The reason why everyone is lost in the number game over pollution sources and concentration, is because health is the missing link in the conversation. Exposure management is expected to set this right. Kirk Smith of the University of California, Berkeley, who was the advisor to this initiative, has personally worked extensively on health exposure from indoor cooking stoves (that still affects 700 million people in India) says, the principle of exposure assessment is that if one is worried about health, one has to measure where people are and control accordingly. Chulha, vehicles, trash burning or any other source under our nose matter more. These need priority action.

As a side note, I always find it amusing to recall the desperation that we see in the city to prove that vehicles don’t matter as they are only 20 per cent of the PM2.5 problem.  The odd and even scheme in Delhi stoked ugly spat between cynics and supporters over the claims of air pollution cuts during that fortnight.
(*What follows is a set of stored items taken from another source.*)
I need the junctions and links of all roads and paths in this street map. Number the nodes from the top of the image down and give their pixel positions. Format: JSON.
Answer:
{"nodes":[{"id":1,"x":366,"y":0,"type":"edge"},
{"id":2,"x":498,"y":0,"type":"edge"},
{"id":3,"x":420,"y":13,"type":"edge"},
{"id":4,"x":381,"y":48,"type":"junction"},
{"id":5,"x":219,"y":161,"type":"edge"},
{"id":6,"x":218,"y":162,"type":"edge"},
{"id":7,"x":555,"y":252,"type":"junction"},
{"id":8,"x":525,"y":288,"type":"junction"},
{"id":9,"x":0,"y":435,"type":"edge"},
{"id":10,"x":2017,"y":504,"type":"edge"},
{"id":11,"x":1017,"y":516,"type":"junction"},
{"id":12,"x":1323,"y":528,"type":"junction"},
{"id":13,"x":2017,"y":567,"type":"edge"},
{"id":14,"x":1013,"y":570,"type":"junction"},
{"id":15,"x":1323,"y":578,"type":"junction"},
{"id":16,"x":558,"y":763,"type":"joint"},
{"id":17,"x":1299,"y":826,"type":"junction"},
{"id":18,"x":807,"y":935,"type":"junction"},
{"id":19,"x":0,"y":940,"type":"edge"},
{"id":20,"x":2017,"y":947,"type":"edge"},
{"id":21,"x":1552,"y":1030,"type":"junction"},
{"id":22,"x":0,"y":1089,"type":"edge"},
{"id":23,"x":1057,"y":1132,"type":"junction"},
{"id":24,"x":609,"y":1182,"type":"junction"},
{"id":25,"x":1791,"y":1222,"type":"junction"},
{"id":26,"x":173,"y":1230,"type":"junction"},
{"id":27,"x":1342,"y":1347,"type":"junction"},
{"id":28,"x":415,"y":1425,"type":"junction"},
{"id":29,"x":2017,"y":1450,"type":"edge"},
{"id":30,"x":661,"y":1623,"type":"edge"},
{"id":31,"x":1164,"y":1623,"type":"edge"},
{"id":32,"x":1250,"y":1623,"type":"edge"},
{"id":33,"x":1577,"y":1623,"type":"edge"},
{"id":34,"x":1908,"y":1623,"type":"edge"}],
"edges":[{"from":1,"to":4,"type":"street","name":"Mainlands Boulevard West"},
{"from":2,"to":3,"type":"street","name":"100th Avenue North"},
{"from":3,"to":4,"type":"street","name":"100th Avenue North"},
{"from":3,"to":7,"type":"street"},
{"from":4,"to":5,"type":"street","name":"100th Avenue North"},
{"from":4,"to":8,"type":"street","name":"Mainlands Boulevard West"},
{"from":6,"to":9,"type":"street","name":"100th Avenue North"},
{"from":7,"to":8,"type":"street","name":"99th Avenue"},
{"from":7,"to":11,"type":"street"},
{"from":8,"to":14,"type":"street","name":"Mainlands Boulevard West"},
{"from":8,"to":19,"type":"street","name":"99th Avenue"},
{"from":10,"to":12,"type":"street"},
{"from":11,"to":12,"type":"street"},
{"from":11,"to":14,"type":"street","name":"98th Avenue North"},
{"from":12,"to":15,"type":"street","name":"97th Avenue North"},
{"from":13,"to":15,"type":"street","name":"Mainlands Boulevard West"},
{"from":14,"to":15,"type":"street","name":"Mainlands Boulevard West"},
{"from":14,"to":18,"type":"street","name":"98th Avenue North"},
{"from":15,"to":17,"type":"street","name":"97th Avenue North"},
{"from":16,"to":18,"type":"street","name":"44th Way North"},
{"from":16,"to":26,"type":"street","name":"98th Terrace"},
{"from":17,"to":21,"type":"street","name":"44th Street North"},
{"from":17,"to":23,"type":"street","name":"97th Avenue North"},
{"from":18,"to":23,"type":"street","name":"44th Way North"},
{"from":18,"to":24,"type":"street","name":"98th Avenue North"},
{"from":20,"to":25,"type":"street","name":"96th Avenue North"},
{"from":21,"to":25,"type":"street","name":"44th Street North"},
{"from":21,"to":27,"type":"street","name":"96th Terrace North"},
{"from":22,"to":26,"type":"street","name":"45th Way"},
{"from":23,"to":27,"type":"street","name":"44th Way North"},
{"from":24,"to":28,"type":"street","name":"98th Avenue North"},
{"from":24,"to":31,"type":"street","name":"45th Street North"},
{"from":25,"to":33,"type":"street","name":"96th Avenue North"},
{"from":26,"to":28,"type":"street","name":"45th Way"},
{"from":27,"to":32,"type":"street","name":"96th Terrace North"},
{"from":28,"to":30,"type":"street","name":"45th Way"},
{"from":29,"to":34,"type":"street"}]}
Skeptics disputed evidences that showed how particulate pollution had reduced after car numbers were nearly halved. Everyone fought over ambient pollution concentration but no one asked about the health benefits of reducing exposure to toxic fumes in the breathing zone of most people in Delhi.

The IIT Kanpur data was interpreted to claim vehicles are a minor cause of pollution while the biggest problem is road dust–not acknowledging that vehicles are the second largest contributors of particulates. They also contribute significantly to secondary particulates formed from the gases emitted from tailpipes and chimneys. Moreover, vehicles spew some of the deadliest carcinogens and mutagens on our faces; exposure to traffic fume can immediately trigger cardiac symptoms.

Let us not lose the real focus of our fight against air pollution inside homes of the poor and outside. It is now official–what we inhale matter more. While looking up for a blue sky let us also look around us and take charge of our neighbourhoods and our travel routes to demand action on chulhas, vehicles, trash burning, construction dust to reduce exposure. Even while scanning air quality monitors to know the pollution concentration, demand to know what are we inhaling more and what it is doing to our lungs, brains, our organs, reproductive health and the unborn child.